Only once did Mark invite her up to
Dolphin
to a party on the boat. The Wardroom greeted her with a certain amount of deference and some reserve and Kate, remembering Cass's words, wondered how Mark had represented her to them: as some potty woman living in the wilds of Dartmoor, unsocial, uncaring, wrapped up in her own life?

He paid a great deal of attention to one of the younger officer's wives as if to imply to Kate that he had been obliged to make the invitation but was resentful that she had accepted it. The girl was very flattered by his attentions and giggled and squirmed a great deal. Kate waited for her to say: ‘Oh, you are awful!' It seemed that she had been made much of when she went out to Nova Scotia during the boat's visit, this much being made clear to Kate by veiled hints and allusions and sidelong glances. The young officer, delighted to see his Captain so en rapport with his wife, encouraged and took it all in good part.

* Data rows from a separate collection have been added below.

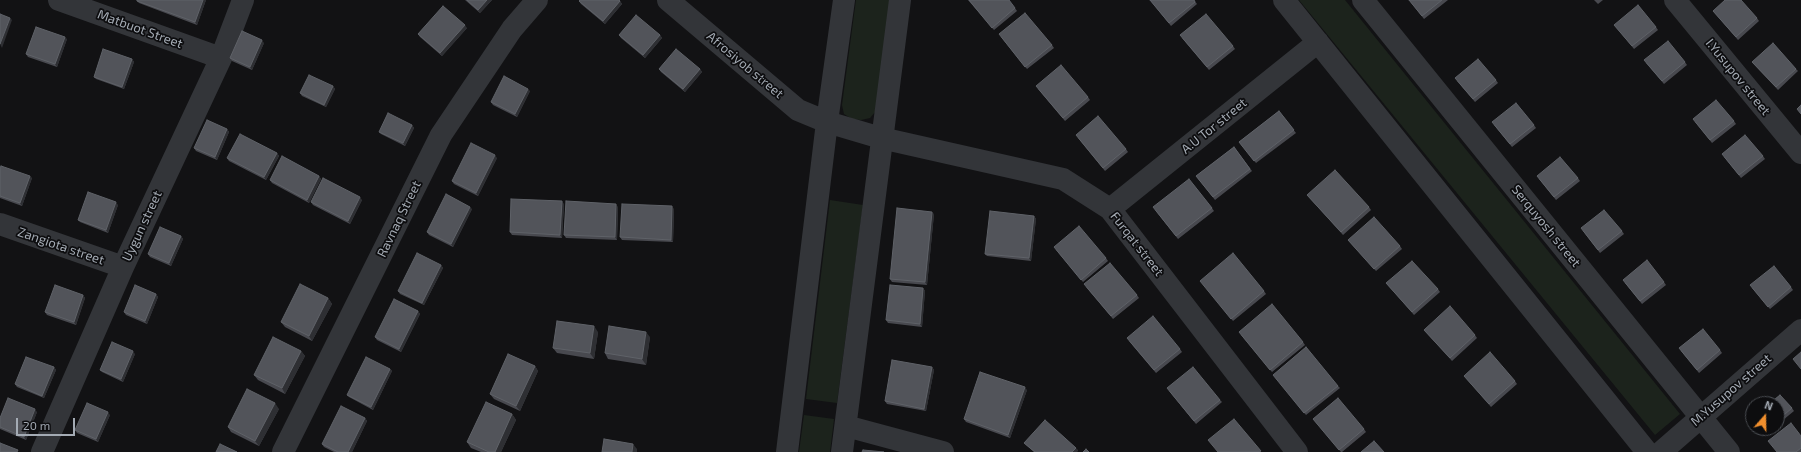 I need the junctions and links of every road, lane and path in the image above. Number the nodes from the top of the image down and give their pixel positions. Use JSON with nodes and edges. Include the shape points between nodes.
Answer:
{"nodes":[{"id":1,"x":59,"y":0,"type":"edge"},
{"id":2,"x":243,"y":0,"type":"edge"},
{"id":3,"x":537,"y":0,"type":"edge"},
{"id":4,"x":668,"y":0,"type":"edge"},
{"id":5,"x":844,"y":0,"type":"edge"},
{"id":6,"x":900,"y":0,"type":"edge"},
{"id":7,"x":1284,"y":0,"type":"edge"},
{"id":8,"x":1675,"y":0,"type":"edge"},
{"id":9,"x":1368,"y":2,"type":"edge"},
{"id":10,"x":1318,"y":42,"type":"junction"},
{"id":11,"x":221,"y":58,"type":"junction"},
{"id":12,"x":827,"y":122,"type":"junction"},
{"id":13,"x":881,"y":138,"type":"junction"},
{"id":14,"x":1801,"y":154,"type":"edge"},
{"id":15,"x":1110,"y":210,"type":"junction"},
{"id":16,"x":0,"y":224,"type":"edge"},
{"id":17,"x":123,"y":267,"type":"junction"},
{"id":18,"x":1801,"y":330,"type":"edge"},
{"id":19,"x":1699,"y":417,"type":"junction"},
{"id":20,"x":846,"y":426,"type":"junction"},
{"id":21,"x":42,"y":452,"type":"edge"},
{"id":22,"x":283,"y":452,"type":"edge"},
{"id":23,"x":787,"y":452,"type":"edge"},
{"id":24,"x":842,"y":452,"type":"edge"},
{"id":25,"x":943,"y":452,"type":"edge"},
{"id":26,"x":1297,"y":452,"type":"edge"},
{"id":27,"x":1647,"y":452,"type":"edge"},
{"id":28,"x":1661,"y":452,"type":"edge"},
{"id":29,"x":1729,"y":452,"type":"edge"}],
"edges":[{"from":1,"to":11,"type":"street","name":"Matbuot Street"},
{"from":2,"to":11,"type":"street","name":"Uygun street"},
{"from":3,"to":22,"type":"street","name":"Ravnaq Street","via":[[512,29],[441,135]]},
{"from":4,"to":12,"type":"street","name":"Afrosiyob street","via":[[798,110]]},
{"from":5,"to":12,"type":"street"},
{"from":6,"to":13,"type":"street"},
{"from":7,"to":10,"type":"street"},
{"from":8,"to":14,"type":"street","name":"I.Yusupov street"},
{"from":9,"to":19,"type":"street","name":"Serquyosh street"},
{"from":10,"to":15,"type":"street","name":"A.U Tor street"},
{"from":10,"to":27,"type":"street"},
{"from":11,"to":17,"type":"street","name":"Uygun street"},
{"from":12,"to":13,"type":"street","name":"Afrosiyob street"},
{"from":12,"to":23,"type":"street"},
{"from":13,"to":15,"type":"street","name":"Furqat street","via":[[1063,179]]},
{"from":13,"to":20,"type":"street"},
{"from":15,"to":26,"type":"street","name":"Furqat street"},
{"from":16,"to":17,"type":"street","name":"Zangiota street"},
{"from":17,"to":21,"type":"street","name":"Uygun street"},
{"from":18,"to":19,"type":"street","name":"M.Yusupov street"},
{"from":19,"to":28,"type":"street","name":"M.Yusupov street"},
{"from":19,"to":29,"type":"street","name":"Serquyosh street"},
{"from":20,"to":24,"type":"street"},
{"from":20,"to":25,"type":"street"}]}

In the end she found herself talking to Ralph Masters, the First Lieutenant, a very pleasant and serious young man who clearly disapproved of Mark's behaviour but was doing his best to hide his feelings. He went to fetch her a drink and returned with a tall, dark girl.

‘I can't remember whether or not you have already met Harriet? We're engaged to be married now,' he said.

Kate smiled. ‘Yes, we met at the
Drake
ball, didn't we?' Suddenly she had a vision of Cass at that summer ball in the base at Devonport saying ‘ . . . we could all be Captains' wives. Think of the glory . . . '

That night in their room at Anglesea, Mark had had enough to drink to be sexually aroused but not enough to make him incapable. Kate, who after months of being alone longed for love, was disappointed. All she got was sex; brief, unsatisfactory and degrading.

She drove back to Devon, tired and dispirited, put the car away and let herself into the cottage. Before the kettle had boiled there was a knock at the door. The General stood outside.

‘How lovely,' Kate dragged him inside. ‘I've just got back. The kettle's on.'

He followed her into the kitchen and surprised her by taking both her hands firmly in his.

‘You must be very brave, my darling,' he said. ‘Your father telephoned me earlier when he couldn't get an answer from you. Your mother died this morning. It was her heart. She died, suddenly and painlessly, as she sat up in bed to have her morning cup of tea.'

Kate stared at him uncomprehendingly. It was simply not possible that her mother should die. Despite the fact of the deterioration in her health, Kate had not seriously considered that she could be left without the solid wall of unconditional love and support that had been at her back since memory began. She thought of the beloved face, worn with pain but still serene, and pictured quite clearly her mother's hand, holding her own, touching the twins, soothing pain, drying tears. Never again would she see that smile of welcome or know a safe place of shelter. Kate shook her head and her face crumpled like a child's. The General gathered her to his breast, comforting and consoling her, as if
she had indeed been one of the children. With her cheek against his heart, her hands clutching the rough tweed of his coat, Kate tried to imagine a world that no longer contained her mother. Her mind baulked and shied away from the idea. It was totally unimaginable. Presently the kettle boiled and, placing her gently in a chair, the General made the tea.